Sites & cities that bear the name of Takamatsuzuka Tomb

Takamatsuzuka Tomb

Today in : Japan
First trace of activity : ca. 7th century C.E
Last trace of activity : ca. 8th century C.E
Recorded names : 高松塚古墳, Takamatsuzuka Kofun

Description : The Takamatsuzuka Tomb (高松塚古墳, Takamatsuzuka Kofun) or "Tall Pine Tree Ancient Burial Mound" in Japanese is an ancient circular tomb in Asuka village, Nara Prefecture, Japan. The tomb is thought to have been built at some time between the end of the 7th century and the beginning of the 8th century. It was accidentally discovered by a local farmer in the 1960s. Description The mound of the tomb was built of alternating layers of clay and sand. It is about 16 meters in diameter and 5 meters high. Excavation yielded a burial chamber with painted fresco wall paintings of courtiers in Goguryeo-style garb. The paintings are in full color with red, blue, gold, and silver foil representing four male followers and four serving maidens together with the Azure Dragon, Black Tortoise, White Tiger, and Vermilion Bird groups of stars. The paintings are designated a National Treasure. For whom the tomb was built is unknown, but the decorations suggest it is for a member of the Japanese royal family or a high-ranking nobleman.
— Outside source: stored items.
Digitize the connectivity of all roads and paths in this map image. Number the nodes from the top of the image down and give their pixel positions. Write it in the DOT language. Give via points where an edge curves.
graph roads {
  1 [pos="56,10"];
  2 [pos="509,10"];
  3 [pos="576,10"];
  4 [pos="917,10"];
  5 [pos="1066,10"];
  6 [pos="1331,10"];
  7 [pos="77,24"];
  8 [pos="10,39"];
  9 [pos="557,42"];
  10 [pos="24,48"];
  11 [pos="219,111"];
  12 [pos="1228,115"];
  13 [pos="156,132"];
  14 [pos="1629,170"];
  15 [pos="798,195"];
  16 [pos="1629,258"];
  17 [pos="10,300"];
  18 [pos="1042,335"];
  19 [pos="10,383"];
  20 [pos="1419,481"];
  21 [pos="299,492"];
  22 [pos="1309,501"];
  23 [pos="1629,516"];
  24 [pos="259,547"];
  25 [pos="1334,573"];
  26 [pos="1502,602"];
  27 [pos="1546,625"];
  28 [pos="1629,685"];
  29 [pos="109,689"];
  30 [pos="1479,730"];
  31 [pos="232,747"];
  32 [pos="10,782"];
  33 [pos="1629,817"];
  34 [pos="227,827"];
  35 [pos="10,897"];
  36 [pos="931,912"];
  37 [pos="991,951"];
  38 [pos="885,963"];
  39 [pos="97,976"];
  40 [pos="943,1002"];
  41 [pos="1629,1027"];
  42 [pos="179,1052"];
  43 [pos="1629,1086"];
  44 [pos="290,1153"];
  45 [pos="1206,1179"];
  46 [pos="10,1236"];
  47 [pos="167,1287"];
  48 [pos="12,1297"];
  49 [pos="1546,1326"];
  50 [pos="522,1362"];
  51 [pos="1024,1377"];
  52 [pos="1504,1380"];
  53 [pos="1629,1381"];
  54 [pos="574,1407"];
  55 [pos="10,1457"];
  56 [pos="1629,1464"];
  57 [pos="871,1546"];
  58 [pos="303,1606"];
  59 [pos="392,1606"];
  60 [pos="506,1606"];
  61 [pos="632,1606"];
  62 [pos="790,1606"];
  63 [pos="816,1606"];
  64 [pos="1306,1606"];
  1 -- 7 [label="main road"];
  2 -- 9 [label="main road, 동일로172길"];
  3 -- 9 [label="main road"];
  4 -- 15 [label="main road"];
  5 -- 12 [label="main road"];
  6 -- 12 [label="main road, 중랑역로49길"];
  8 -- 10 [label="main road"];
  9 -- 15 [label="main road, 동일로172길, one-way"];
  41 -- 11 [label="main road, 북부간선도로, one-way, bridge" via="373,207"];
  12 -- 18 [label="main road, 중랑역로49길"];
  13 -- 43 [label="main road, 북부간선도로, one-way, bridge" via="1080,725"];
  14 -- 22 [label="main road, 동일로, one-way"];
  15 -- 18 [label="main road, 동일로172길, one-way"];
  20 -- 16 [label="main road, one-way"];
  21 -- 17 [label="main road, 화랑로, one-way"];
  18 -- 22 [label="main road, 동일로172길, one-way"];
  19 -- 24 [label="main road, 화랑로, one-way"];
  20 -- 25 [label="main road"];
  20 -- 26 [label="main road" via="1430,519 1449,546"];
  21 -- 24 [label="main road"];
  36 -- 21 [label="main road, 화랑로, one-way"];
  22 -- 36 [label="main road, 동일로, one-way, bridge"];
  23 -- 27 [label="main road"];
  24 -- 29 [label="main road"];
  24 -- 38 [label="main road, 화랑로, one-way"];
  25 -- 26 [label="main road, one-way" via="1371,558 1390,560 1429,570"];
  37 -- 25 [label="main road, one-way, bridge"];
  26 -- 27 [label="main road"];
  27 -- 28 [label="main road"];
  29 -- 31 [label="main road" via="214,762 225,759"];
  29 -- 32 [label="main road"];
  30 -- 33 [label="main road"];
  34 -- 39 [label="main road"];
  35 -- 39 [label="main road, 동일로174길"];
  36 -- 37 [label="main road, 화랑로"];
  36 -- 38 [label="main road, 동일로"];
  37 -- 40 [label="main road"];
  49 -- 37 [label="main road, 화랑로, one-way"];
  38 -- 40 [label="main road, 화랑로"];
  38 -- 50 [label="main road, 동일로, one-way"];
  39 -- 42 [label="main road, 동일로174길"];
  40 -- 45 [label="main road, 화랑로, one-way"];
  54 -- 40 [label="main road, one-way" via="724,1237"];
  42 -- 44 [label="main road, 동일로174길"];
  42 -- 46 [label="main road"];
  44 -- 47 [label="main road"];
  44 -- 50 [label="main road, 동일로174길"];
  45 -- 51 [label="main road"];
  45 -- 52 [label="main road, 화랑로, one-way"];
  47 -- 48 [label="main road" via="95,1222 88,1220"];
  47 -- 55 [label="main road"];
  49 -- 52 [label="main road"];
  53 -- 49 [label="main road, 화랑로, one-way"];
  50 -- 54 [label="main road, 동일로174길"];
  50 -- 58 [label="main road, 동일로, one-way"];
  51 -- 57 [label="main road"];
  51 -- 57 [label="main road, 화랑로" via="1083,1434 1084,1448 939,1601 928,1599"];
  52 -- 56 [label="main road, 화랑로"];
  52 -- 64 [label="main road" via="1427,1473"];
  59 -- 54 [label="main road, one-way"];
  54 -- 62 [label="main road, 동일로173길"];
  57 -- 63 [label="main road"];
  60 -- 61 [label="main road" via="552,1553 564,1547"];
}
Candidates include: Prince Osakabe (d. 705), a son of Emperor Tenmu Prince Yuge (d. 699), also a son of Emperor Tenmu Prince Takechi (c. 654 – 696), also a son of Emperor Temmu, general of Jinshin War, Daijō Daijin Isonokami Ason Maro (640–717), a descendant of Mononobe clan and in charge of Fujiwara-kyō after the capital was moved to Heijō-kyō Kudara no Konikishi Zenkō (617–700), a son of the last king of Baekje, one of the Three Kingdoms of Korea.